Even the location, the Ensemble Theatre in Cincinnati’s Over-the-Rhine neighborhood, hinted at drama, but instead of two tramps sitting on a park bench and talking, Monday’s Western and Southern Open draw announcement featured ESPN analysts Sam Gore and Jimmy Arias handicapping the 2014 field.
“I’ve always felt that Novak Djokovic and Serena Williams are the best players,” said Arias, a former tour player. “If Serena Williams is at her best, you’ll see the best player in the world.”
“What happened at Wimbledon might be motivation for Serena,” said Gore, referring to Williams’ singles loss in the round of 32 and her illness-induced doubles meltdown. “I’m picking Novak Djokovic. There are a lot of question marks about Rafael Nadal. The women are a little tougher to predict. Serena is showing a vulnerability she hasn’t shown before. I do see an up-and-coming young player winning this tournament. The women’s game is in transition.”

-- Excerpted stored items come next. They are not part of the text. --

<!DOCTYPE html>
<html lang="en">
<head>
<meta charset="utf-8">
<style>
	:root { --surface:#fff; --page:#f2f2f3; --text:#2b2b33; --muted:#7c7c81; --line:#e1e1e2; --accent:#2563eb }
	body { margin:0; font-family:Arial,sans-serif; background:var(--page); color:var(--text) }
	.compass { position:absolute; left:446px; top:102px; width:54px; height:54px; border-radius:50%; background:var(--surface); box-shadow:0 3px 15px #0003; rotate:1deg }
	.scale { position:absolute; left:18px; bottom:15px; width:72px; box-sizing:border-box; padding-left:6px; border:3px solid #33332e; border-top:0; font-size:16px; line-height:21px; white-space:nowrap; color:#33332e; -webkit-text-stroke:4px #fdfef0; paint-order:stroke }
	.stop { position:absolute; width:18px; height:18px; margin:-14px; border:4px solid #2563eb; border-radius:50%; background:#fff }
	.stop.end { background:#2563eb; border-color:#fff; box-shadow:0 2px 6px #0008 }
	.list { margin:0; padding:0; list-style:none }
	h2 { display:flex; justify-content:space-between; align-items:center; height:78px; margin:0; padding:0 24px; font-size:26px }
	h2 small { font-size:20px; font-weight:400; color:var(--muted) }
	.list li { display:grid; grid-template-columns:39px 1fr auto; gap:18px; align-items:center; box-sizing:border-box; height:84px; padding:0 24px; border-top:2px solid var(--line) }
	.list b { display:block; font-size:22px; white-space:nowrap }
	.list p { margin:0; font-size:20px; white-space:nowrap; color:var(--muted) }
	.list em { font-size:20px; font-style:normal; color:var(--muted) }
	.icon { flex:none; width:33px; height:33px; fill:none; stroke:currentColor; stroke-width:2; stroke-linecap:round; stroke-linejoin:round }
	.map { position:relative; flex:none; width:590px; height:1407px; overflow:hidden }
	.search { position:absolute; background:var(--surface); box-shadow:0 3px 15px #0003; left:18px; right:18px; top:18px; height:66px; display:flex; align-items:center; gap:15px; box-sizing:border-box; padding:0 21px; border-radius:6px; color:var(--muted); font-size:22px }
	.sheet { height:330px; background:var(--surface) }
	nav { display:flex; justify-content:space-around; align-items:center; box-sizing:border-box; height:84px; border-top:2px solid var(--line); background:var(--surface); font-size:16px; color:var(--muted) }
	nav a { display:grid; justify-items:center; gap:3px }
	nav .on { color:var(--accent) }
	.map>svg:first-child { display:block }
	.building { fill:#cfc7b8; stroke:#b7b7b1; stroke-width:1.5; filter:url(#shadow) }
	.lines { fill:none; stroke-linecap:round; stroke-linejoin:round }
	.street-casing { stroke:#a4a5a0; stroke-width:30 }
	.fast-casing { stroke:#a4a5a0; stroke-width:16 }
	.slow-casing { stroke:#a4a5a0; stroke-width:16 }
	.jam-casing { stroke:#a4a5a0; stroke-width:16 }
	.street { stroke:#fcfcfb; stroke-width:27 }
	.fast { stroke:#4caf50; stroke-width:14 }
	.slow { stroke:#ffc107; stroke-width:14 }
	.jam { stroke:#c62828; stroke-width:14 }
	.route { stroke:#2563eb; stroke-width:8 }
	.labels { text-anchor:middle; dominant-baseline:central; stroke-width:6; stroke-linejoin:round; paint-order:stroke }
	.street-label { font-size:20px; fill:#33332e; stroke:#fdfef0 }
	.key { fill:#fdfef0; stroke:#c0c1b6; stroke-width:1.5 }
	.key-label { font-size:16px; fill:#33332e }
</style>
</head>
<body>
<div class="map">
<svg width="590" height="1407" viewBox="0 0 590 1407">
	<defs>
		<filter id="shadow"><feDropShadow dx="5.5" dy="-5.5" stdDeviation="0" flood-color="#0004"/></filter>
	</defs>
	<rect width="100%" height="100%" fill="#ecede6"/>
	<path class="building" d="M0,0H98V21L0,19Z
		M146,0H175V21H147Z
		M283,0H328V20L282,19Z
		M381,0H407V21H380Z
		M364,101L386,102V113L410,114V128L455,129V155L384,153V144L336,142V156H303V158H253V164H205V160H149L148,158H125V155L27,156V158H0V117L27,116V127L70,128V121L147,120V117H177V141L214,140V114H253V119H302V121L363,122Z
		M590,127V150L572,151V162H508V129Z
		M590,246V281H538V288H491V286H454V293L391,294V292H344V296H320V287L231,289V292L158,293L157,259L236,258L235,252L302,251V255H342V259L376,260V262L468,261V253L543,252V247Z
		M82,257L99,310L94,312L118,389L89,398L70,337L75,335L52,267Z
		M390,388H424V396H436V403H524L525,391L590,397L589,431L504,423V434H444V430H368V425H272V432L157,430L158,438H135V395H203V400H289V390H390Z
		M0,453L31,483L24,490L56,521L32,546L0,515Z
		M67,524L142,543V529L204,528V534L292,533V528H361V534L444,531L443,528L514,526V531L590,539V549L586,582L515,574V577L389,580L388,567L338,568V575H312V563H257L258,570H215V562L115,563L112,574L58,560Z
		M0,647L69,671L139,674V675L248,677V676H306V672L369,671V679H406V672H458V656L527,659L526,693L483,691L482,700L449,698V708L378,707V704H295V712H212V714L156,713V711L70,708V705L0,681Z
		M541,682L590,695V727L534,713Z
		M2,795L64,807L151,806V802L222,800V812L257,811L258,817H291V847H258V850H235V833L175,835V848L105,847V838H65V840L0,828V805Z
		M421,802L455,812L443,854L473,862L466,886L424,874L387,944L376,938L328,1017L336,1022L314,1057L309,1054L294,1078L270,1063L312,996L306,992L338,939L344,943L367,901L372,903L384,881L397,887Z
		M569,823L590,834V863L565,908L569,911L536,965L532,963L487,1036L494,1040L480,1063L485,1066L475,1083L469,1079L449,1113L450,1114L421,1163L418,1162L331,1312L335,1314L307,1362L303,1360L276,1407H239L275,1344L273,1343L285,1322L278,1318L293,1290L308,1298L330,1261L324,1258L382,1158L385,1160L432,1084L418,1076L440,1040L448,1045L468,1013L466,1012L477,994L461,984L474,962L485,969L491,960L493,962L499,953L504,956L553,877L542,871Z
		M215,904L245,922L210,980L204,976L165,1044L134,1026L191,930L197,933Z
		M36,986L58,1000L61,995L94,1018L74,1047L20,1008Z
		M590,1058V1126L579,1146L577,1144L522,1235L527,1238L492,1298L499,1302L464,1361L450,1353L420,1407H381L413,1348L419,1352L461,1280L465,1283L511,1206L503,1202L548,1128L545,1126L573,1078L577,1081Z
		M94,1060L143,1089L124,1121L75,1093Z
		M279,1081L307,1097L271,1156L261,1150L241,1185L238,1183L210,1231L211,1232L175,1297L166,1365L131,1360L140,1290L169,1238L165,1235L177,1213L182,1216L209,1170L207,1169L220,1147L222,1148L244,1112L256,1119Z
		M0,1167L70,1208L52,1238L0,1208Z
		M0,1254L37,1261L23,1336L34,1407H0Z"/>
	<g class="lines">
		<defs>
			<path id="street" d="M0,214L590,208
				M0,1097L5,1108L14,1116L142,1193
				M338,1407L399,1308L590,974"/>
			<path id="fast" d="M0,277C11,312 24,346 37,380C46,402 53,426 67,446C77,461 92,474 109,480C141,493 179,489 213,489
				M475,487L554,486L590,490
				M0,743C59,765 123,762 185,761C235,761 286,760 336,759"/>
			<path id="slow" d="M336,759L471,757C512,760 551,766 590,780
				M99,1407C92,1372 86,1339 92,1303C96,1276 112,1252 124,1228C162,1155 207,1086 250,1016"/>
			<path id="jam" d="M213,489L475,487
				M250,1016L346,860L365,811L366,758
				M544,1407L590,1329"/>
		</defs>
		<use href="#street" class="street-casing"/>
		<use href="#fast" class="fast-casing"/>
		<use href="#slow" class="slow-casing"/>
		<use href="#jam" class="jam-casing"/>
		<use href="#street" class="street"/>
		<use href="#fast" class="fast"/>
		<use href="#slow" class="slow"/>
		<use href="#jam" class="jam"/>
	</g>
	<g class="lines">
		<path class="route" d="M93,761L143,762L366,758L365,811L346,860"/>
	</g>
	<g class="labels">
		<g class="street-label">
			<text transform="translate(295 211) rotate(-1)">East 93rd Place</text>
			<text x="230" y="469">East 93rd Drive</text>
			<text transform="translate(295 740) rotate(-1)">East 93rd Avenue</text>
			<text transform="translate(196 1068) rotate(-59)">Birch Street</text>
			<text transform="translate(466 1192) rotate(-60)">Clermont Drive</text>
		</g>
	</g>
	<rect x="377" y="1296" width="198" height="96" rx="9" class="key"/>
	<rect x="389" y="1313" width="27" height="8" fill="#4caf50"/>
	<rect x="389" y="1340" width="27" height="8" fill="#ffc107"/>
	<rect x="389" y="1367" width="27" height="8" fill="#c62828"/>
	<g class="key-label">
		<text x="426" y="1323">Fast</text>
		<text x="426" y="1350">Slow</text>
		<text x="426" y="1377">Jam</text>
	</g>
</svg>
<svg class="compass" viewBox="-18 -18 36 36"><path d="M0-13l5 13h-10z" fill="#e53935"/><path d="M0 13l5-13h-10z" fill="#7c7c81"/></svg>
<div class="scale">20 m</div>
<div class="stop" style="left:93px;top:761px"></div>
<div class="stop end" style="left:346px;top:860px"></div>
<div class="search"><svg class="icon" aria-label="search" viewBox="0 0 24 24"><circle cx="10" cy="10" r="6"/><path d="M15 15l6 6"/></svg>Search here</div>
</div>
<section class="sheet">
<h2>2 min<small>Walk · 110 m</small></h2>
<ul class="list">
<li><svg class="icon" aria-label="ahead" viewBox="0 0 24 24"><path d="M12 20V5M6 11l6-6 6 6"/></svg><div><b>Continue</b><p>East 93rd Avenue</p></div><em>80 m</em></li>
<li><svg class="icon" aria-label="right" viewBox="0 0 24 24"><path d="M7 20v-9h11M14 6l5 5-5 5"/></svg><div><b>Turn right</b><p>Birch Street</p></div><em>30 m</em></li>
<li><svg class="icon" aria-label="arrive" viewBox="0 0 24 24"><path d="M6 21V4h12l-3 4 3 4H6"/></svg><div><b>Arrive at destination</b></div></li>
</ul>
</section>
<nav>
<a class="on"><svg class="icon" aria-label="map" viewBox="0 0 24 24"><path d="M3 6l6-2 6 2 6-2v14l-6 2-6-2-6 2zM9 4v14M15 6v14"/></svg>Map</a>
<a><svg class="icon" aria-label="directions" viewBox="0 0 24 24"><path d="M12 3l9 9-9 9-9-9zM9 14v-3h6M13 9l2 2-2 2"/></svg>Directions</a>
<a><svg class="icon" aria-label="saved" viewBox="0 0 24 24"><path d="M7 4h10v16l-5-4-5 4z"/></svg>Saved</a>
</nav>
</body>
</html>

Gore also was hesitant about his Djokovic pick, even though the Serbian is coming off outlasting Roger Federer to win Wimbledon.
“He hasn’t won here before, and that might be in his head, but he’s probably playing the best of all of them right now,” Gore said.
Gore finally settled on Canadian Eugenie Bouchard, who lost to Czech Petra Kvitova in the Wimbledon finals, as his pick to win the Western and Southern women’s championship.
The top 43 men and top 39 women have committed to playing in the Western and Southern, which is scheduled for Aug. 9-17 at the Lindner Family Tennis Center in Mason. The men’s draw includes defending-champion Nadal, currently ranked No. 1, along with the second-ranked Djokovic, No. 3 Stan Wawrinka and fourth-ranked Roger Federer, both of Switzerland, and No. 5 Andy Murray. All but Djokovic and Wawrinka have won the Western and Southern.
The top-ranked Williams leads an equally glittering women’s lineup, which includes the last three champions — ninth-ranked Victoria Azarenka, No. 2 Li Na and fifth-ranked Maria Sharapova — along with No. 3 Simona Halep and fourth-ranked Agnieszka Radwanska.
Gore pointed out a few reasons players could choose to not come to Southwest Ohio, including the weather.
“If they didn’t want to play here, they could come up with an excuse,” he said. “That doesn’t happen. It’s one of the most beloved stops on the (men’s) tour, and it’s becoming that way on the (women’s) tour.”
Fans didn’t need Monday’s draw event to spur their interest. According to the tournament website, 12 of the 16 sessions already are sold out. Thirteen of the 16 sold out last year, tournament director Vince Cicero pointed out.
“Everything is pacing ahead of that this season,” he said.
This year’s tournament includes improvements such as a bar area that’s twice as large as before, additional food court offerings such as Graeter’s and Montgomery Inn and the Dayton International Airport entertainment stage, Cicero said. Fans also will find Wi-Fi available in the food court and a Selfie Wall, he added.